> _RECORDS TO USE_:
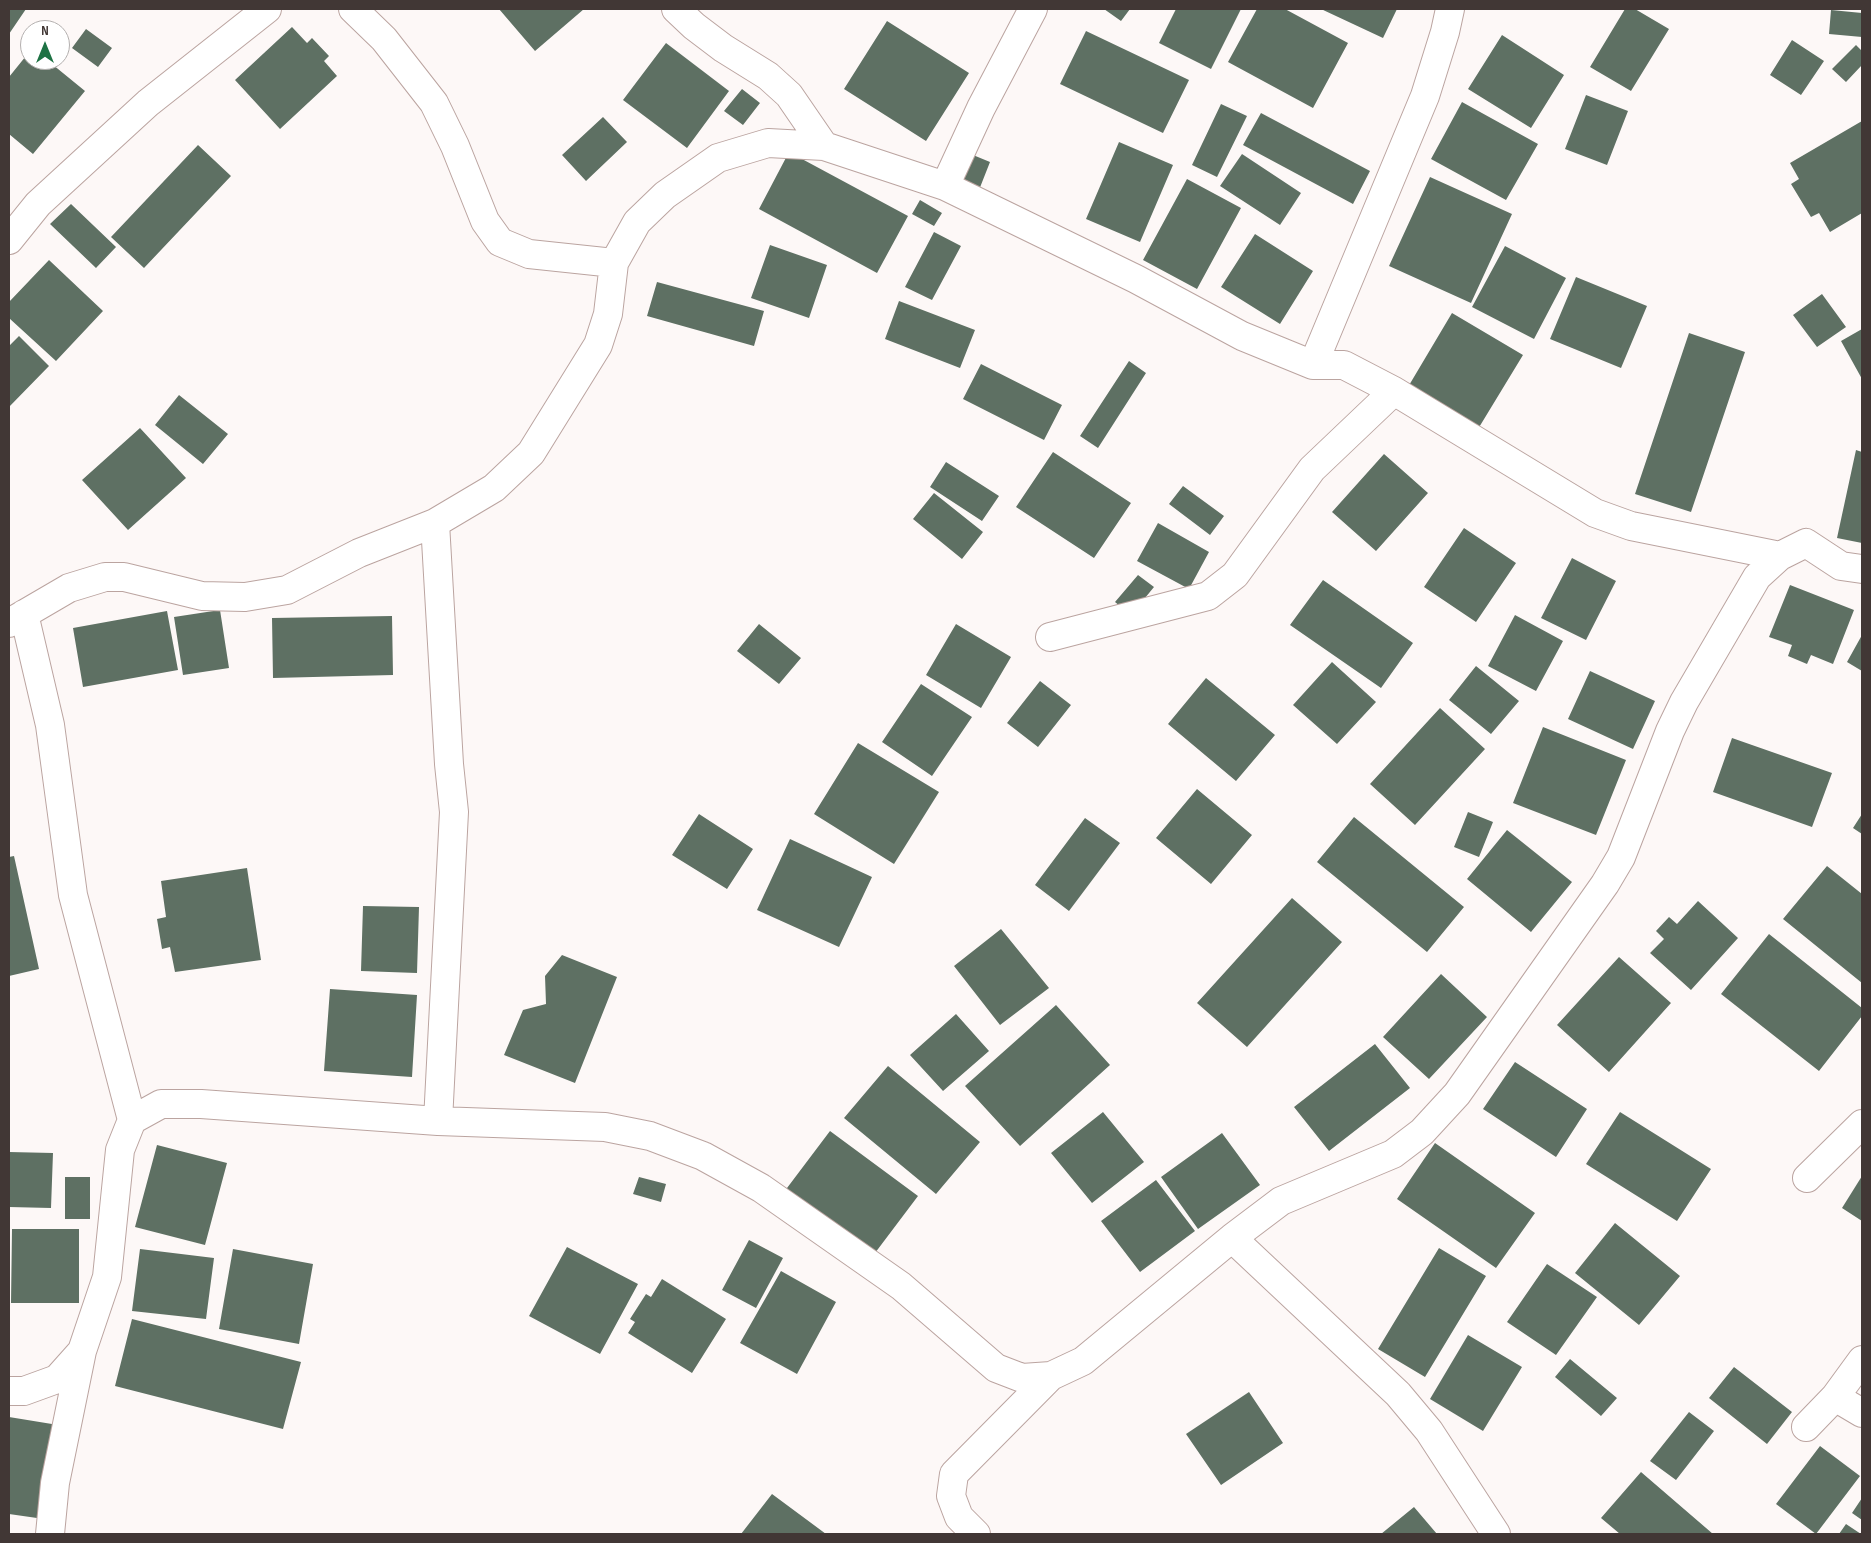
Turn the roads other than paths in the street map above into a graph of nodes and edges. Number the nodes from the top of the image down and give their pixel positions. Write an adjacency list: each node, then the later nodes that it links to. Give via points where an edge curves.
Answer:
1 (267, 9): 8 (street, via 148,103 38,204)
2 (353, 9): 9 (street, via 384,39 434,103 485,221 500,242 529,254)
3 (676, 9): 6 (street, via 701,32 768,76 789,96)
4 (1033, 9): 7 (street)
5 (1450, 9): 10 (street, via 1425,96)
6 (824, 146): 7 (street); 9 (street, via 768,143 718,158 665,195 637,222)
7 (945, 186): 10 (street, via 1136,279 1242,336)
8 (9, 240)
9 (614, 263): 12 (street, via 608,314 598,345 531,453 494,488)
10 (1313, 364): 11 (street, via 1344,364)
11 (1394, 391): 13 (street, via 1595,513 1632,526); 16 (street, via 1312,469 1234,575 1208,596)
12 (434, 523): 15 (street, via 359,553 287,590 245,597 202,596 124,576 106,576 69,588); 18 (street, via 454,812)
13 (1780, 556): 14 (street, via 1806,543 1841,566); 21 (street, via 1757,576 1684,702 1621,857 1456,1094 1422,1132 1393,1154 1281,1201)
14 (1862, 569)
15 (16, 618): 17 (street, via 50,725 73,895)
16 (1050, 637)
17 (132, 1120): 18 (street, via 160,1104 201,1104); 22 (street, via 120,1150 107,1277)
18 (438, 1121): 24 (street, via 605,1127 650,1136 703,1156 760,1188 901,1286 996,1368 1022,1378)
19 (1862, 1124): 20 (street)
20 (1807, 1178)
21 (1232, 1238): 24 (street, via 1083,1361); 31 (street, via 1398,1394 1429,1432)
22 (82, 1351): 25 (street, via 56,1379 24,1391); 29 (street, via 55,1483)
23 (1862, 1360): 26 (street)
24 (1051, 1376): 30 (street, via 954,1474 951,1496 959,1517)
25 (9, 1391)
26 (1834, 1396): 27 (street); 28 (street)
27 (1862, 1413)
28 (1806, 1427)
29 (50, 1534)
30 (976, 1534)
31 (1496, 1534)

--

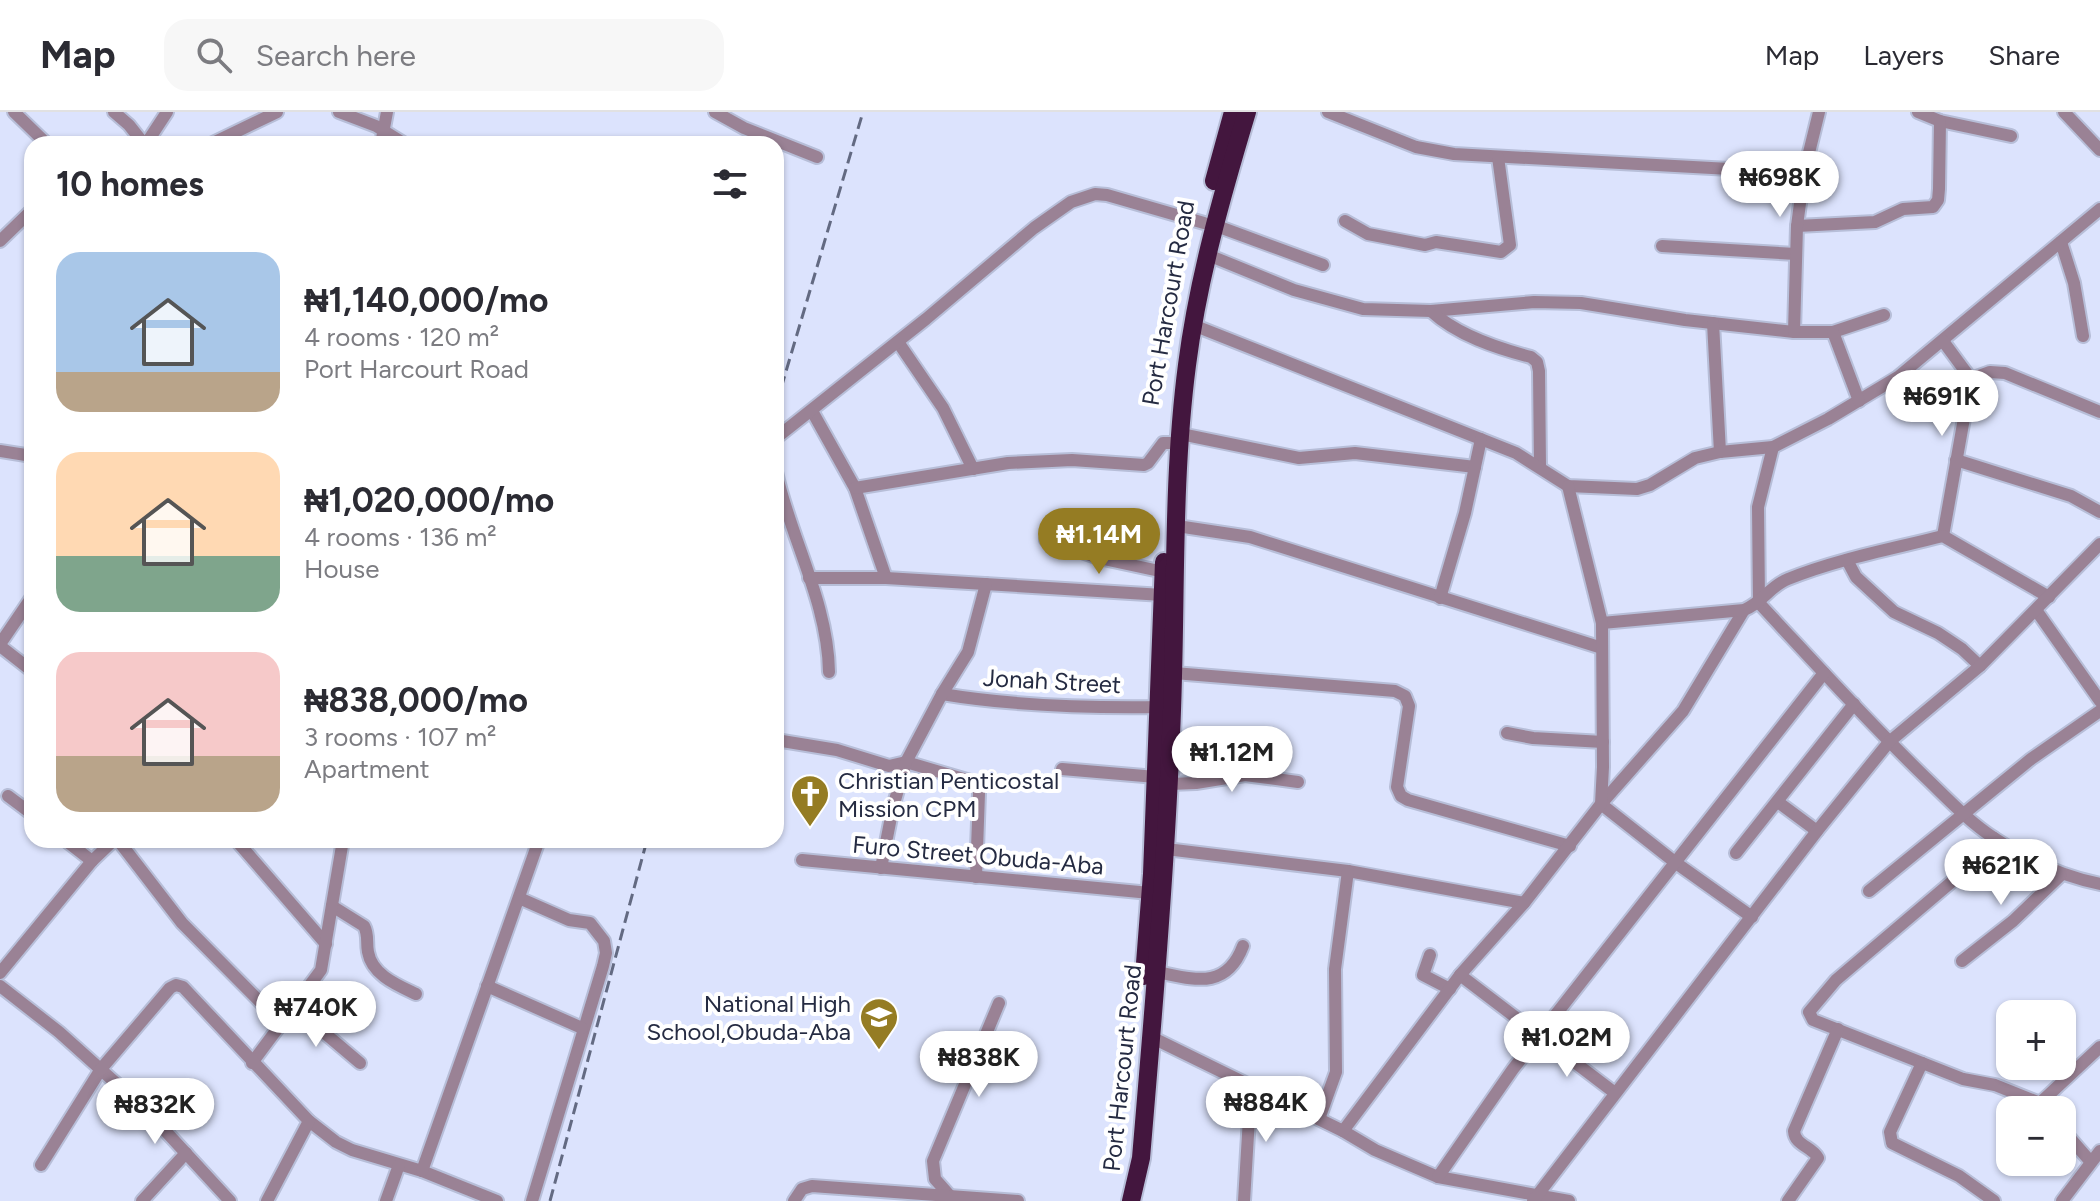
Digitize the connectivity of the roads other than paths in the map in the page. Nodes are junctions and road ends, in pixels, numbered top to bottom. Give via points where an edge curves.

> _YOUR OBJECTIVE_: Find the lines above that hold "other", then copy each of them.

> _TASK ANSWER_:
Turn the roads other than paths in the street map above into a graph of nodes and edges. Number the nodes from the top of the image down and give their pixel positions. Write an adjacency list: each node, then the later nodes that it links to. Give via points where an edge curves.
Digitize the connectivity of the roads other than paths in the map in the page. Nodes are junctions and road ends, in pixels, numbered top to bottom. Give via points where an edge curves.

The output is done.